L’équipe organisatrice du PIFFF, ou Paris international Fantastic Film Festival, épaulée par celle du magazine Mad Movies, a une fois de plus rempli son pari : amener dans les salles parisiennes un public passionné de cinéma fantastique, et présenter dans des conditions idéales (les grandes salles du Gaumont Opéra, aux couleurs du festival durant dix jours) des films le plus souvent interdits de projections publiques. Ainsi, près de 9 000 spectateurs ont répondu présents à la trentaine de séances organisées entre le 16 et le 25 novembre, soit près de 300 paires d’yeux (souvent de plus en plus épuisées) par film. Un bilan positif de plus pour Cyril Despontin, maître d’œuvre de cette manifestation à la fois détendue et très pro dans son organisation, et pour les partenaires – tous privés – de l’évènement.

Ce public assidu avait de toute manière toutes les raisons de se réjouir : malgré l’absence de véritable chef-d’œuvre ou de révélation médiatique (le meilleur film du lot, Citadel, de Ciaran Foy, avait déjà été présenté à l’Étrange Festival), la sélection 2012 s’est avérée solide, fournissant même son quota de « projections cultes », le genre de celles où communient des cinéphages heureux de partager un instant unique, soit parce que le film découvert se révèle totalement fou/autre/excellent, soit parce qu’il s’agit de la seule opportunité de voir un film en particulier sur grand écran. À l’heure de la VOD à tout crin et des films à voir sur les 7 cm de diagonale des smartphones, regarder, par exemple, Universal Soldier 4 (John Hyams) sur un écran large a quelque chose d’un acte militant !

 
 
Zapping en salles obscures
 
 
The ABCs of Death de Kaare Andrews et Angela Bettis
 
 
Militantisme, c’est le terme qu’a employé le jury international (uniquement composé de réalisateurs français de films de genre) pour décrire le festival et son public, fidèle au PIFFF durant dix jours, et à cette notion de faire vivre, dans le cadre d’un festival, des genres commercialement moribonds en France.

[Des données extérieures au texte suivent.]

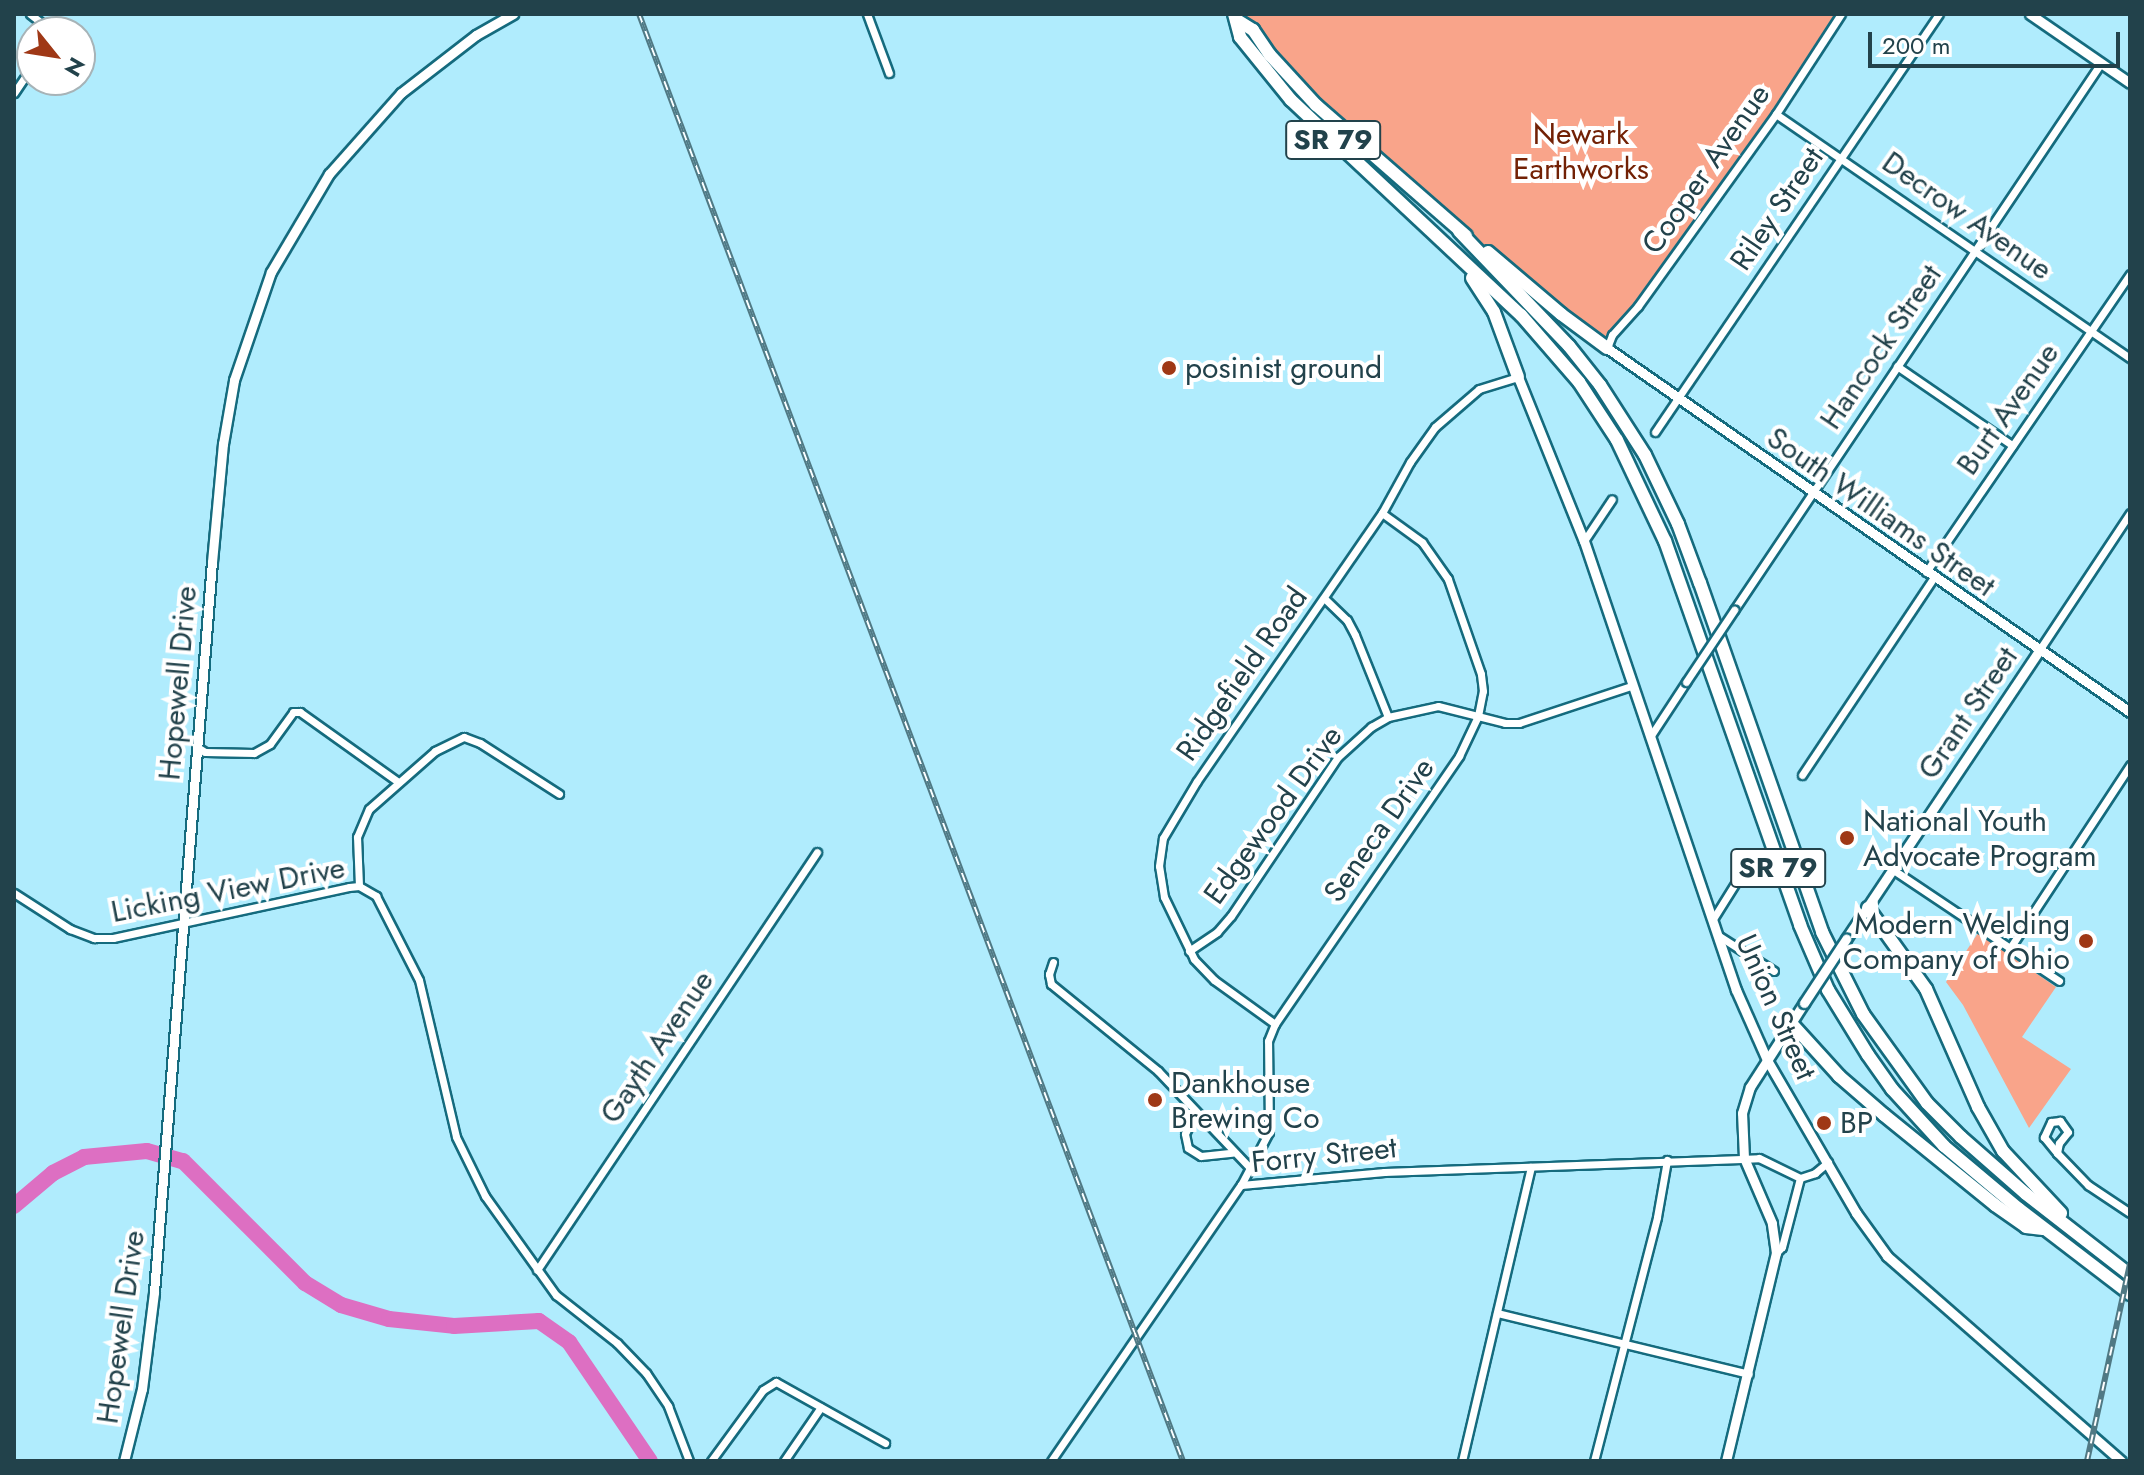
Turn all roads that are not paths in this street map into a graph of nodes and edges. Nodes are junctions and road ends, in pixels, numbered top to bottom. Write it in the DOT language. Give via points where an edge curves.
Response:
graph roads {
  1 [pos="513,14"];
  2 [pos="867,14"];
  3 [pos="1841,14"];
  4 [pos="1939,14"];
  5 [pos="2030,14"];
  6 [pos="500,17"];
  7 [pos="1236,17"];
  8 [pos="2101,63"];
  9 [pos="889,73"];
  10 [pos="2130,83"];
  11 [pos="1776,114"];
  12 [pos="1842,158"];
  13 [pos="1459,231"];
  14 [pos="1448,247"];
  15 [pos="1973,252"];
  16 [pos="2130,274"];
  17 [pos="2091,331"];
  18 [pos="1607,348"];
  19 [pos="2130,358"];
  20 [pos="1897,366"];
  21 [pos="1518,377"];
  22 [pos="1676,399"];
  23 [pos="1655,432"];
  24 [pos="2012,445"];
  25 [pos="1812,493"];
  26 [pos="1612,499"];
  27 [pos="1382,513"];
  28 [pos="2130,513"];
  29 [pos="1584,541"];
  30 [pos="1930,574"];
  31 [pos="1324,598"];
  32 [pos="2040,649"];
  33 [pos="1631,686"];
  34 [pos="2130,712"];
  35 [pos="1478,716"];
  36 [pos="1388,717"];
  37 [pos="1649,738"];
  38 [pos="197,747"];
  39 [pos="2130,765"];
  40 [pos="1802,775"];
  41 [pos="398,782"];
  42 [pos="559,794"];
  43 [pos="817,852"];
  44 [pos="1892,869"];
  45 [pos="1738,879"];
  46 [pos="359,886"];
  47 [pos="14,893"];
  48 [pos="1868,908"];
  49 [pos="1713,919"];
  50 [pos="183,925"];
  51 [pos="1719,936"];
  52 [pos="2010,948"];
  53 [pos="1189,951"];
  54 [pos="1053,962"];
  55 [pos="1774,971"];
  56 [pos="2059,981"];
  57 [pos="1791,1023"];
  58 [pos="1275,1024"];
  59 [pos="1767,1060"];
  60 [pos="1195,1114"];
  61 [pos="1232,1153"];
  62 [pos="2057,1153"];
  63 [pos="1744,1158"];
  64 [pos="1667,1160"];
  65 [pos="1828,1162"];
  66 [pos="1531,1167"];
  67 [pos="1251,1169"];
  68 [pos="1800,1178"];
  69 [pos="1241,1185"];
  70 [pos="2130,1213"];
  71 [pos="2045,1229"];
  72 [pos="1776,1253"];
  73 [pos="2103,1255"];
  74 [pos="537,1270"];
  75 [pos="2130,1275"];
  76 [pos="2130,1294"];
  77 [pos="1497,1313"];
  78 [pos="1623,1345"];
  79 [pos="1749,1374"];
  80 [pos="821,1407"];
  81 [pos="885,1443"];
  82 [pos="124,1461"];
  83 [pos="689,1461"];
  84 [pos="711,1461"];
  85 [pos="784,1461"];
  86 [pos="1051,1461"];
  87 [pos="1462,1461"];
  88 [pos="1594,1461"];
  89 [pos="1726,1461"];
  90 [pos="2121,1461"];
  1 -- 6 [label="street, Hopewell Drive"];
  2 -- 9 [label="street"];
  3 -- 11 [label="street, Cooper Avenue"];
  4 -- 12 [label="street, Riley Street"];
  5 -- 8 [label="street"];
  6 -- 38 [label="street, Hopewell Drive" via="424,74 353,143 306,208 271,272 229,404"];
  7 -- 13 [label="highway, SR 79" via="1316,105"];
  7 -- 14 [label="highway, SR 79" via="1240,37 1291,100"];
  8 -- 10 [label="street"];
  8 -- 15 [label="street, Hancock Street"];
  11 -- 12 [label="street, Decrow Avenue"];
  11 -- 18 [label="street, Cooper Avenue"];
  12 -- 15 [label="street, Decrow Avenue"];
  12 -- 22 [label="street, Riley Street"];
  13 -- 18 [label="highway"];
  13 -- 73 [label="highway, SR 79" via="1569,346 1645,455 1700,583 1822,932 1863,1014 1927,1103 1995,1168"];
  14 -- 21 [label="highway" via="1488,301"];
  14 -- 71 [label="highway, SR 79" via="1559,357 1594,403 1640,481 1790,898 1846,1023 1919,1120"];
  15 -- 17 [label="street, Decrow Avenue"];
  15 -- 20 [label="street, Hancock Street"];
  16 -- 17 [label="street, Burt Avenue"];
  17 -- 19 [label="street, Decrow Avenue"];
  17 -- 24 [label="street, Burt Avenue"];
  18 -- 22 [label="street, South Williams Street"];
  20 -- 24 [label="street"];
  20 -- 25 [label="street, Hancock Street"];
  21 -- 27 [label="street, Ridgefield Road" via="1479,389 1435,427"];
  21 -- 29 [label="street, Union Street"];
  22 -- 23 [label="street, Riley Street"];
  22 -- 25 [label="street, South Williams Street"];
  24 -- 30 [label="street, Burt Avenue"];
  25 -- 30 [label="street, South Williams Street"];
  25 -- 37 [label="street, Hancock Street, bridge"];
  26 -- 29 [label="street"];
  27 -- 31 [label="street, Ridgefield Road"];
  27 -- 35 [label="street, Seneca Drive" via="1422,542 1448,579 1481,674"];
  28 -- 32 [label="street, Grant Street"];
  29 -- 33 [label="street, Union Street"];
  30 -- 32 [label="street, South Williams Street"];
  30 -- 40 [label="street, Burt Avenue"];
  31 -- 36 [label="street" via="1347,620"];
  31 -- 53 [label="street, Ridgefield Road" via="1163,838 1162,890"];
  32 -- 34 [label="street, South Williams Street"];
  32 -- 44 [label="street, Grant Street"];
  33 -- 35 [label="street, Edgewood Drive" via="1529,721 1505,723"];
  33 -- 37 [label="street, Union Street"];
  35 -- 36 [label="street, Edgewood Drive" via="1438,706"];
  35 -- 58 [label="street, Seneca Drive" via="1459,756"];
  36 -- 53 [label="street, Edgewood Drive" via="1347,746 1231,916"];
  37 -- 49 [label="street, Union Street"];
  38 -- 41 [label="street" via="205,752 254,753 270,744 293,712 300,712"];
  38 -- 50 [label="street, Hopewell Drive"];
  39 -- 52 [label="street"];
  41 -- 42 [label="street" via="435,751 468,737"];
  41 -- 46 [label="street" via="369,809 360,827"];
  43 -- 74 [label="street, Gayth Avenue"];
  44 -- 48 [label="street, Grant Street"];
  44 -- 52 [label="street"];
  45 -- 49 [label="street"];
  46 -- 50 [label="street, Licking View Drive"];
  46 -- 74 [label="street, Licking View Drive" via="384,907 419,980 462,1152 502,1223"];
  47 -- 50 [label="street, Licking View Drive" via="94,938"];
  48 -- 57 [label="street, Grant Street, bridge"];
  48 -- 73 [label="highway" via="1926,989 2003,1151"];
  49 -- 51 [label="street, Union Street"];
  50 -- 82 [label="street, Hopewell Drive" via="162,1208 142,1389"];
  51 -- 55 [label="street"];
  51 -- 59 [label="street, Union Street"];
  52 -- 56 [label="street"];
  53 -- 58 [label="street, Ridgefield Road" via="1214,980"];
  54 -- 60 [label="street" via="1051,984 1131,1046"];
  57 -- 59 [label="street, Grant Street"];
  57 -- 71 [label="highway" via="1884,1115 2026,1227"];
  58 -- 67 [label="street, Seneca Drive" via="1268,1041 1269,1132"];
  59 -- 63 [label="street, Grant Street" via="1742,1113"];
  59 -- 65 [label="street, Union Street"];
  60 -- 61 [label="street"];
  60 -- 61 [label="street" via="1185,1134 1188,1148 1201,1156"];
  61 -- 67 [label="street"];
  62 -- 70 [label="street" via="2088,1185"];
  63 -- 64 [label="street, Forry Street"];
  63 -- 68 [label="street, Forry Street" via="1769,1160"];
  63 -- 72 [label="street, Grant Street" via="1772,1223"];
  64 -- 66 [label="street, Forry Street"];
  64 -- 78 [label="street"];
  65 -- 68 [label="street"];
  65 -- 90 [label="street, Union Street" via="1887,1256"];
  66 -- 69 [label="street, Forry Street" via="1384,1172"];
  66 -- 77 [label="street"];
  67 -- 69 [label="street, Seneca Drive"];
  68 -- 72 [label="street"];
  69 -- 86 [label="street, Forry Street"];
  71 -- 76 [label="highway, SR 79"];
  72 -- 79 [label="street"];
  73 -- 75 [label="highway, SR 79"];
  74 -- 83 [label="street, Licking View Drive" via="565,1303 646,1373 668,1406"];
  77 -- 78 [label="street"];
  77 -- 87 [label="street"];
  78 -- 79 [label="street"];
  78 -- 88 [label="street"];
  79 -- 89 [label="street"];
  80 -- 81 [label="street"];
  80 -- 84 [label="street" via="769,1383"];
  80 -- 85 [label="street"];
}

On ne sait par exemple pas quand sortira ici le film d’ouverture John Dies at the End, malgré l’aura dont bénéficie son réalisateur Don Coscarelli (Phantasm, 1981 ; Bubba Ho-Tep, 2002). Trip fantastique débordant d’idées complètement folles, condensant un univers littéraire en une centaine de minutes gentiment foutraques, John Dies at the End rappelle l’âge d’or du fantastique des années 80, et permet de se repaître, dans des rôles savoureux, des prestations d’acteurs aussi diverses que Paul Giamatti ou Clancy Brown, entourant deux espèces de Bill et Ted de la Quatrième dimension (Rod Serling, 1959-1964) projetés dans une aventure à travers le temps et l’espace, à laquelle ils ne comprennent rien.

Même exil garanti pour la compilation Trailer War, bout-à-bout de bandes annonces kitschissimes des seventies et eighties, ressemblant à un best of tarantinesque de l’annuaire en ligne Nanarland.com. Fatiguant au bout d’un moment, mais tout de même délicieux.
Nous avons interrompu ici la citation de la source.